§ **Problem description**
Scan the entries below for the word "Pyramid" and copy every line in which it occurs.

§ **Supplied information**
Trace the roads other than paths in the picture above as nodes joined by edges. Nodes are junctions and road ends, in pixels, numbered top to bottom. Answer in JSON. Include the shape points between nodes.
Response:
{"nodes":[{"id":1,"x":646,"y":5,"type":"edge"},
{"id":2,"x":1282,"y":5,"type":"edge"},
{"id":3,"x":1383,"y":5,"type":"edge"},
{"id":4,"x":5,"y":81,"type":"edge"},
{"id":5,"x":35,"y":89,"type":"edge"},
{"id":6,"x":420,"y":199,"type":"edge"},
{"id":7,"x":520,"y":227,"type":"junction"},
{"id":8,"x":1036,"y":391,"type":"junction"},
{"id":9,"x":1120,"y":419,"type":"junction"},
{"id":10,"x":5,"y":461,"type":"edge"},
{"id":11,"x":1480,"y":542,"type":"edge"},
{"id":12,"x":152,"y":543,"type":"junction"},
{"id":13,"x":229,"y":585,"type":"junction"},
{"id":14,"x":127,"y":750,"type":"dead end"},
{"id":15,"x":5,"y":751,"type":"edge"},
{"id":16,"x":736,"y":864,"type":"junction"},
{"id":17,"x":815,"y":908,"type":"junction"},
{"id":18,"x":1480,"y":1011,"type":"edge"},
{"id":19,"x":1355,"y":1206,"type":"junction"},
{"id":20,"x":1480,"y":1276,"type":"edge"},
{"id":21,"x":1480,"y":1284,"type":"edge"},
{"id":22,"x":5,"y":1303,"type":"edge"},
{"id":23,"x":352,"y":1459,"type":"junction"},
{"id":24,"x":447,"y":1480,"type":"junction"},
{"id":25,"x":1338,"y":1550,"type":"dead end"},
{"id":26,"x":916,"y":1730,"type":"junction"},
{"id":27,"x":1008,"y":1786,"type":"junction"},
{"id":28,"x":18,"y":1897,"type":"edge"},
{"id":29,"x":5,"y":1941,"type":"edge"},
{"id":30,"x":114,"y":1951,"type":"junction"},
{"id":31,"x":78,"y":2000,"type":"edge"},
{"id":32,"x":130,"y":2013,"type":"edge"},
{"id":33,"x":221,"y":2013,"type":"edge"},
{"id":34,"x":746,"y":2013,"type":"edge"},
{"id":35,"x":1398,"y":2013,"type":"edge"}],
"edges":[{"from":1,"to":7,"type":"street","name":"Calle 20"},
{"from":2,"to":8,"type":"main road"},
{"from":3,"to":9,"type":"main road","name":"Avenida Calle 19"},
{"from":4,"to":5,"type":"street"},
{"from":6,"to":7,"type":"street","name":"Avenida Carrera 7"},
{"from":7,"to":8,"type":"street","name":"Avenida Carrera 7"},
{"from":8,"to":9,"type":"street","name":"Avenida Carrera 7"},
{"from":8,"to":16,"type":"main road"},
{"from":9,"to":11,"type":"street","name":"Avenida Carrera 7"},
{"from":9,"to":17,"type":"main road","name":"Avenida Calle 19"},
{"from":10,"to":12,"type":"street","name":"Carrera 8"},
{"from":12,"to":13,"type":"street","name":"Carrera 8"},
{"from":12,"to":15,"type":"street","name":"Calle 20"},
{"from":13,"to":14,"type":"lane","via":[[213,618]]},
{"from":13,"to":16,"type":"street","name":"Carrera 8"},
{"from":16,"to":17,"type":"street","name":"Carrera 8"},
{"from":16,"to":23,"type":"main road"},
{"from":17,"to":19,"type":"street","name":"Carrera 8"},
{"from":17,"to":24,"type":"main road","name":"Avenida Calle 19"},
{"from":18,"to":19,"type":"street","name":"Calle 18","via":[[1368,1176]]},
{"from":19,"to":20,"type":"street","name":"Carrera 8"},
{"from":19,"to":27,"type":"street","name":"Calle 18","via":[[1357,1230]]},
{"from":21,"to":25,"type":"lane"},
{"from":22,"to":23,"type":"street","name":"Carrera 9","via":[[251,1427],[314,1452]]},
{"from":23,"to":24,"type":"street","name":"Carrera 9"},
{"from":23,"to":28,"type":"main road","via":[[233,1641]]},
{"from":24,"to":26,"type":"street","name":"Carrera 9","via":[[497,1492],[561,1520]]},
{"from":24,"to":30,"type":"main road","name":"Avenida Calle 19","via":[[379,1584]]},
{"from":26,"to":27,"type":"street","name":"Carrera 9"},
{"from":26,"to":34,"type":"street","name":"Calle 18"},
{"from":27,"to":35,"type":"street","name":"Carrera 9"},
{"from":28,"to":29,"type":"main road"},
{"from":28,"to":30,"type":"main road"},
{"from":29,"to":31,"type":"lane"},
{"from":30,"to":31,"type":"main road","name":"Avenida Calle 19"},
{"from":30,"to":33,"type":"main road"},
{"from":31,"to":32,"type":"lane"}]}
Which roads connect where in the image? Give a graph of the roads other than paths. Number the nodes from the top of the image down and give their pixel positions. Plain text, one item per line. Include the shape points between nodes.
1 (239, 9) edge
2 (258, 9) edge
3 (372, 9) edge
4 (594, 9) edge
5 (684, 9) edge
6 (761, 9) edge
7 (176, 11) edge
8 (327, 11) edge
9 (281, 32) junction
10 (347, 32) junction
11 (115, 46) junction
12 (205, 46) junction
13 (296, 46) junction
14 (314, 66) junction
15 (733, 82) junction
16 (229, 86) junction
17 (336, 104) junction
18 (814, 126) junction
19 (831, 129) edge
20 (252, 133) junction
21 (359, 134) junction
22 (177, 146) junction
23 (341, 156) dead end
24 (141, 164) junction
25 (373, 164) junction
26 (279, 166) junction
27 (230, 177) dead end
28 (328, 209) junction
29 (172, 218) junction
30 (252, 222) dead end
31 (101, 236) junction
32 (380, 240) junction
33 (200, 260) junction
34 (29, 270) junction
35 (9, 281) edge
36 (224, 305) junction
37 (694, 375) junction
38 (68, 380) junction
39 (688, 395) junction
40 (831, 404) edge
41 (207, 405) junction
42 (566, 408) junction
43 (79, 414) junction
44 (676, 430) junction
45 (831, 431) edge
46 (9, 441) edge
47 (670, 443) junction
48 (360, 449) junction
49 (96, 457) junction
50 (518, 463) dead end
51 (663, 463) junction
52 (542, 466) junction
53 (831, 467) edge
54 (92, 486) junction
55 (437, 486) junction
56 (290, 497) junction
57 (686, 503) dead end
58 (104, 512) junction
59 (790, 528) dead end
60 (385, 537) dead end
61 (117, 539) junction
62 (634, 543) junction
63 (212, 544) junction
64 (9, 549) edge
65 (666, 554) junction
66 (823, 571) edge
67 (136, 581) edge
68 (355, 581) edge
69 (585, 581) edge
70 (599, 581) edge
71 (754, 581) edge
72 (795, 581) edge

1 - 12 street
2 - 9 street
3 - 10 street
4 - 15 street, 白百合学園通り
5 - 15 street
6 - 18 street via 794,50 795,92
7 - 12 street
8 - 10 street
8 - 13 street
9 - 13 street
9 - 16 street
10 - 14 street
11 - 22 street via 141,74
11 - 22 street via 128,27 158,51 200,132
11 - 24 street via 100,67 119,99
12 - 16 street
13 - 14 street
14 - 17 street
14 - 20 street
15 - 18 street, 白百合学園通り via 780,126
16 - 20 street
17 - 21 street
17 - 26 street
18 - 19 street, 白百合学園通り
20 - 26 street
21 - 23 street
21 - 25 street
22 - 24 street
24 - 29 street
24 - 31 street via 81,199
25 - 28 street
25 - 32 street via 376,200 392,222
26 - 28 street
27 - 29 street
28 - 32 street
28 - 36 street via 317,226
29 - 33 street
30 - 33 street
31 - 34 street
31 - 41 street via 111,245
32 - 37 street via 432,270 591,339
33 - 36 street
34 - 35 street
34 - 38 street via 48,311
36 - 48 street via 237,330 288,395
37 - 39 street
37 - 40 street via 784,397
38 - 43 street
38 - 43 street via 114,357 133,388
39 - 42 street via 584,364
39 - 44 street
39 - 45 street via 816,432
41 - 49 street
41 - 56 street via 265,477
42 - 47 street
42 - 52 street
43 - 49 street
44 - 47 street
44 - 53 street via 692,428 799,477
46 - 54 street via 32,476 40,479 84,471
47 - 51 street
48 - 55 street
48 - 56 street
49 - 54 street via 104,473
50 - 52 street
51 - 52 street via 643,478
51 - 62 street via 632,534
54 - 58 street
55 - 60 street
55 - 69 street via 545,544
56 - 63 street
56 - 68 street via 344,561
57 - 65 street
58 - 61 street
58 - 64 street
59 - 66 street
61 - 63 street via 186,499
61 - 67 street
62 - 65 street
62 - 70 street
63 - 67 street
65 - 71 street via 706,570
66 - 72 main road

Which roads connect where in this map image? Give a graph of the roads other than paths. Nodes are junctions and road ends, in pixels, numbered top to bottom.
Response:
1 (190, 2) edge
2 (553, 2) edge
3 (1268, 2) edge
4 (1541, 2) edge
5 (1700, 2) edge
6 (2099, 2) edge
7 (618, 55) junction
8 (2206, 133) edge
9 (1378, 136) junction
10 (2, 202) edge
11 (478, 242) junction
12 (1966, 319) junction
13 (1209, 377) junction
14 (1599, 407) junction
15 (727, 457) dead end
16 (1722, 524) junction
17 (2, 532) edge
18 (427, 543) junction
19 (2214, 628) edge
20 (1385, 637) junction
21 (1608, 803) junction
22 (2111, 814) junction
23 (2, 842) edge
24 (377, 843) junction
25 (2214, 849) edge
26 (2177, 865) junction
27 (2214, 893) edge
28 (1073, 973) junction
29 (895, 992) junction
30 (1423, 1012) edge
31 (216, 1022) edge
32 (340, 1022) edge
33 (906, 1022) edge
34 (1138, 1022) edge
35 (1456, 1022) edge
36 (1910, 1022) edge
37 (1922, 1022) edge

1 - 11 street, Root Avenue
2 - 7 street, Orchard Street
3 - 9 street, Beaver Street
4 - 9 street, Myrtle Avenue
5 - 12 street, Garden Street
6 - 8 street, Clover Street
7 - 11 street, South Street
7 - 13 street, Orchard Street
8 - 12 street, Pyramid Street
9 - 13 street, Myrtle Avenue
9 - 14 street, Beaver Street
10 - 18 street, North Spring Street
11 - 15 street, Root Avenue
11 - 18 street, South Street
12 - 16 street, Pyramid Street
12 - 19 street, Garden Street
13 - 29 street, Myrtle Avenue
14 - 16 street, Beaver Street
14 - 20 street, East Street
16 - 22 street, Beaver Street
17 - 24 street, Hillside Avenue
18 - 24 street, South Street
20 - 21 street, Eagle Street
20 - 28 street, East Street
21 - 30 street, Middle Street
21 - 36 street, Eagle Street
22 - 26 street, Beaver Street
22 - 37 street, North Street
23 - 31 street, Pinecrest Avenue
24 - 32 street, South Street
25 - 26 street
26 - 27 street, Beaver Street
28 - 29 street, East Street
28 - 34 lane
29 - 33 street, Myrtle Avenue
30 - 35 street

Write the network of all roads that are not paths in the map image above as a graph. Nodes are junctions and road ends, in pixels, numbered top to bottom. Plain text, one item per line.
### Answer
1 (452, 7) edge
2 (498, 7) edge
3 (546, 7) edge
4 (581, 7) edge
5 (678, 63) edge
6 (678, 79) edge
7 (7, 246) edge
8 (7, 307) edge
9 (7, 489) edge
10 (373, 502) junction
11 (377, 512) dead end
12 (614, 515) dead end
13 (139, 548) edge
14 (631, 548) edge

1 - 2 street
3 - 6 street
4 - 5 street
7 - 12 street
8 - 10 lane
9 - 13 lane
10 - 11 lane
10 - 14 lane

§ **Answer space**
8 - 12 street, Pyramid Street
12 - 16 street, Pyramid Street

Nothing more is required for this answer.